## EXERCISE PROMPT:
In the listing, find every line that has the string "wrist" and copy it.

=-=-=-=-=

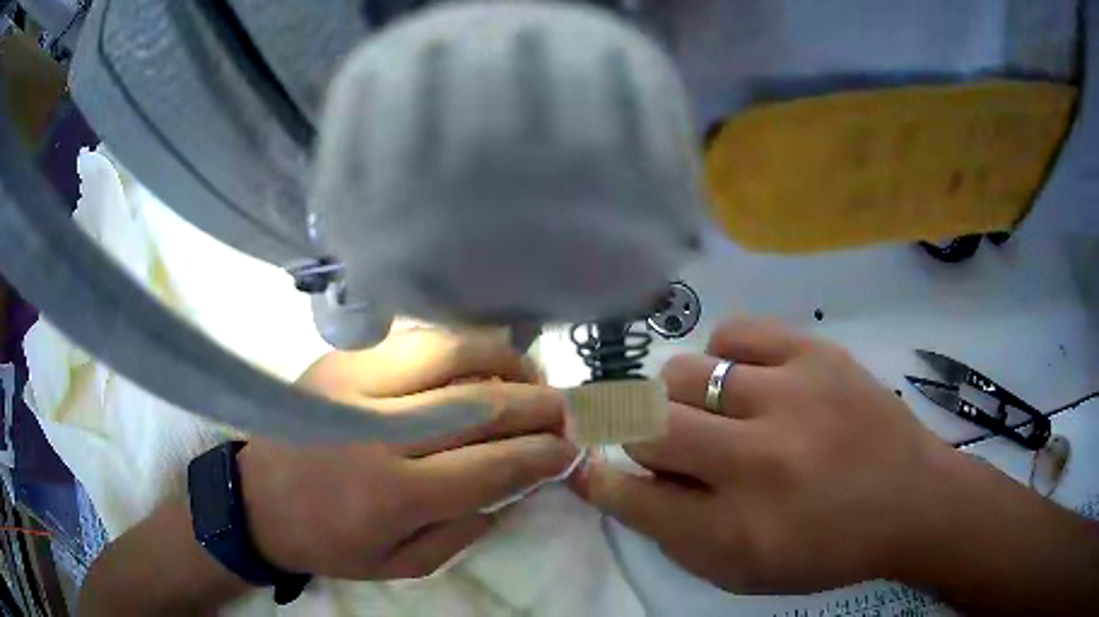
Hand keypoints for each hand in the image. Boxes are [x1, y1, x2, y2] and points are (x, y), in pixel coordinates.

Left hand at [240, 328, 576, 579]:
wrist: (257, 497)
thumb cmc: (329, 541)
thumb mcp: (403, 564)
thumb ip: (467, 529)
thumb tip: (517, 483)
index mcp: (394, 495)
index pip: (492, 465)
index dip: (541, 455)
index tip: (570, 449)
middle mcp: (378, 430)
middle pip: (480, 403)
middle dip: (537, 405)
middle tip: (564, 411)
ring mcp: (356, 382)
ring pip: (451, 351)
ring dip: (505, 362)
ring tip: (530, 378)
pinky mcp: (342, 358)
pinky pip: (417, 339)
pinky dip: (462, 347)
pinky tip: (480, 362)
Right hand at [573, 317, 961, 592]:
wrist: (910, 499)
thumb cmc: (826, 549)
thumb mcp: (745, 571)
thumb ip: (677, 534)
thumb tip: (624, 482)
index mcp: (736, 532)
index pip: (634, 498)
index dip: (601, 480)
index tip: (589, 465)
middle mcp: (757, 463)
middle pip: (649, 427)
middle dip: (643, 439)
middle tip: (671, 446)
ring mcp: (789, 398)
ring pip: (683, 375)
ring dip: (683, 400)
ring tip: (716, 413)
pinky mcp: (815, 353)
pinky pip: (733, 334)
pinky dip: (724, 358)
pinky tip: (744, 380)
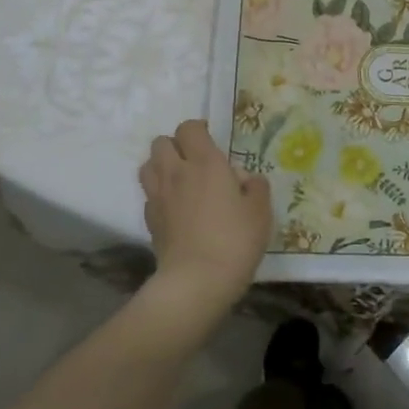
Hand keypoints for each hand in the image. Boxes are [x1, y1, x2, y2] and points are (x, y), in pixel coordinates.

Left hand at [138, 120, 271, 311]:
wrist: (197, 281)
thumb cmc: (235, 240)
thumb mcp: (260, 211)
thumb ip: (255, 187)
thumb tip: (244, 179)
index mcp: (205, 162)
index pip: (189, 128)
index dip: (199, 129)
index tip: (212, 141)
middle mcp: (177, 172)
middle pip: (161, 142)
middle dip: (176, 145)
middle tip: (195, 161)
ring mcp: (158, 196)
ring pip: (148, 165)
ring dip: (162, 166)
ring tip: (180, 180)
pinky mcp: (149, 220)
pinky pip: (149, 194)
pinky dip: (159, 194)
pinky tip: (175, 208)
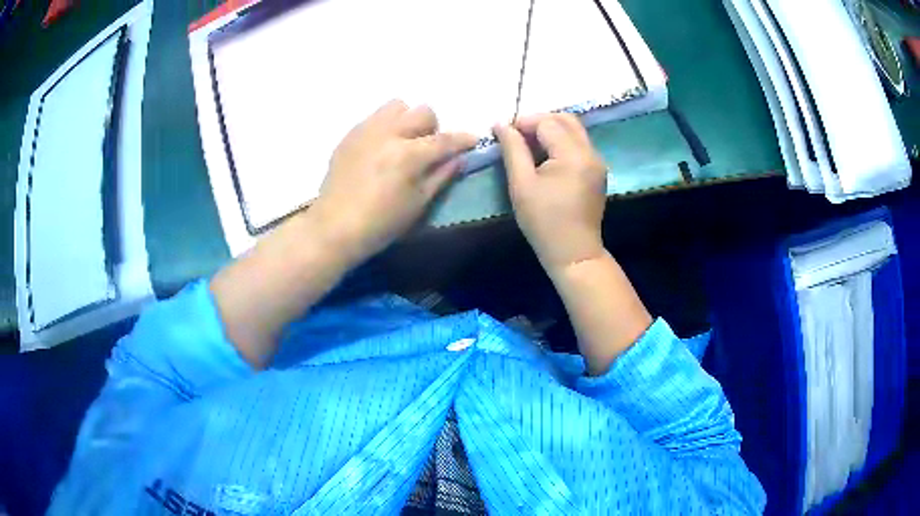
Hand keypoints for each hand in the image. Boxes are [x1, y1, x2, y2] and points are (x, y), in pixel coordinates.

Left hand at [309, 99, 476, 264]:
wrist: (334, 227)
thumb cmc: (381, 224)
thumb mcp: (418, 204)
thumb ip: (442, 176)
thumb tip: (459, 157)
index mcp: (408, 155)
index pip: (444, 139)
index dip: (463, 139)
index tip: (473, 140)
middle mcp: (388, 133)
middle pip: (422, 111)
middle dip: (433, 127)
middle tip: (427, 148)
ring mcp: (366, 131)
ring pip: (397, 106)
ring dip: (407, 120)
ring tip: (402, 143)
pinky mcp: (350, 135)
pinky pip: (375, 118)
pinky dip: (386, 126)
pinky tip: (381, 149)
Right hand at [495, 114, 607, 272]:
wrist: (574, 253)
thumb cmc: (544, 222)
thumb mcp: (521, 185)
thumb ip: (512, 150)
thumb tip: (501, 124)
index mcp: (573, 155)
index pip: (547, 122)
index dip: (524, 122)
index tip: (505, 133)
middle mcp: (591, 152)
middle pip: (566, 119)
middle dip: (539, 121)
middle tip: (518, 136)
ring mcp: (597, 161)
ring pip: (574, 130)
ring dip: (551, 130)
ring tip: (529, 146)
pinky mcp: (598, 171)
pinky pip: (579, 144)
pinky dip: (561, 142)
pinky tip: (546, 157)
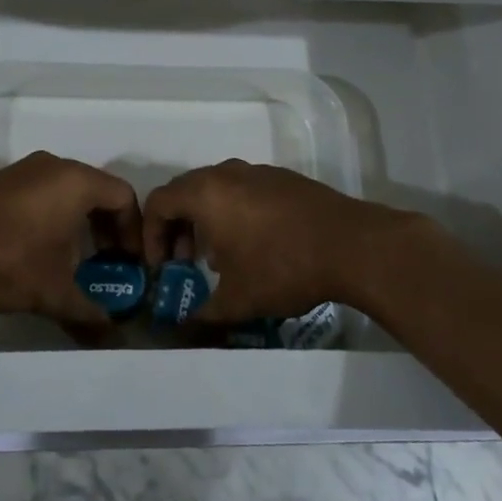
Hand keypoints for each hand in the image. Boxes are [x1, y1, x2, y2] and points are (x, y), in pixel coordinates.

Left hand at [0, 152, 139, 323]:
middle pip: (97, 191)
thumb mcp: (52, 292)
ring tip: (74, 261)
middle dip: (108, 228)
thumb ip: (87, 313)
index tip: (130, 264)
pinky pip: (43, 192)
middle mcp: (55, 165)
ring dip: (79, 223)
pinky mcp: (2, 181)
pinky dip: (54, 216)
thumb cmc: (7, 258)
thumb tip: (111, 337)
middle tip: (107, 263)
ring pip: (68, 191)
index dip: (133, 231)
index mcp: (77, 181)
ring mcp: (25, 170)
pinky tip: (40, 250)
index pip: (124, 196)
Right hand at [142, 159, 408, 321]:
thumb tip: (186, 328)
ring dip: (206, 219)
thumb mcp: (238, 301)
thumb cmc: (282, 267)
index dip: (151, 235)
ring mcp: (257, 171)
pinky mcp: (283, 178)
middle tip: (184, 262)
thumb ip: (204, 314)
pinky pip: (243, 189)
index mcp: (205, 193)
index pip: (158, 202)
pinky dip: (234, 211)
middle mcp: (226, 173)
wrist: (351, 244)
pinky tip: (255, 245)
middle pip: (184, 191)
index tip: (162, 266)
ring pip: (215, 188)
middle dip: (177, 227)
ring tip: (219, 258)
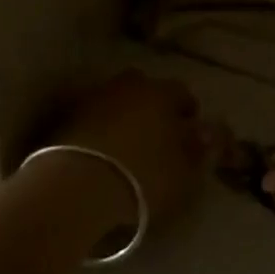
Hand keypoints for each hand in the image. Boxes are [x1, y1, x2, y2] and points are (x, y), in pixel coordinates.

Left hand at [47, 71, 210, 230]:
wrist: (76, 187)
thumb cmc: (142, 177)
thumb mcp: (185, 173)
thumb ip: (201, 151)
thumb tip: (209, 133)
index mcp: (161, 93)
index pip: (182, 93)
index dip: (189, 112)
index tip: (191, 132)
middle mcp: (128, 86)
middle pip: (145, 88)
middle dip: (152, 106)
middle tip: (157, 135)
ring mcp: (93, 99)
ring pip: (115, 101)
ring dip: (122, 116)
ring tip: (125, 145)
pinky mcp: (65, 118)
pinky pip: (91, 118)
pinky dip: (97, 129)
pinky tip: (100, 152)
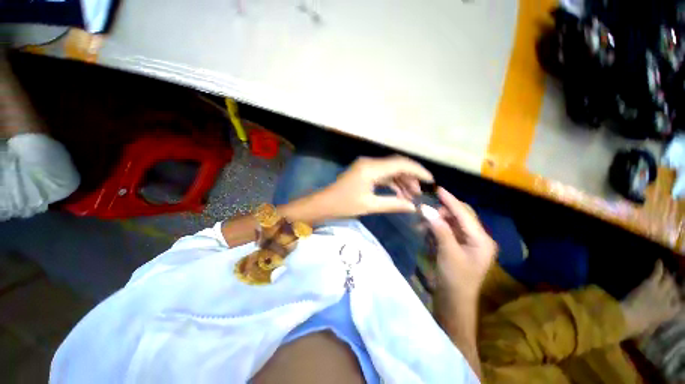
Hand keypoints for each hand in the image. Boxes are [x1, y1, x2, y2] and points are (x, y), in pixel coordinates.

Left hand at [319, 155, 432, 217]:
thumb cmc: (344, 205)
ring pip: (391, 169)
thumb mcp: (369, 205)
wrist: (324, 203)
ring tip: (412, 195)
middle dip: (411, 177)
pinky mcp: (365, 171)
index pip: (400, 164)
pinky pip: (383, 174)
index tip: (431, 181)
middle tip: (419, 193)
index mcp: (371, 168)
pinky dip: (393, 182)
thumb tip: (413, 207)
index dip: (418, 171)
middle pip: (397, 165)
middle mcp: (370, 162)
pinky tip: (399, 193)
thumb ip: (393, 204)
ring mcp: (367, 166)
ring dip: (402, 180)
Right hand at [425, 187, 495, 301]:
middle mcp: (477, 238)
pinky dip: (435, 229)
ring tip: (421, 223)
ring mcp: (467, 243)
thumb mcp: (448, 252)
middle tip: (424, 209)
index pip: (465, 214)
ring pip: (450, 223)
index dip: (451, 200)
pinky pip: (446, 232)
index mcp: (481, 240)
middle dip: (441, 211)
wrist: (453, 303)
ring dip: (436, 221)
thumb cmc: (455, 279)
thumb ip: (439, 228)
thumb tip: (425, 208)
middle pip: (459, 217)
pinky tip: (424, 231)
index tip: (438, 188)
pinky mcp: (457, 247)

=-=-=-=-=

## ANSWER TO THE EXERCISE:
wrist: (257, 497)
wrist: (910, 499)
wrist: (197, 281)
wrist: (334, 227)
wrist: (574, 253)
wrist: (351, 244)
wrist: (76, 187)
wrist: (324, 203)
wrist: (453, 303)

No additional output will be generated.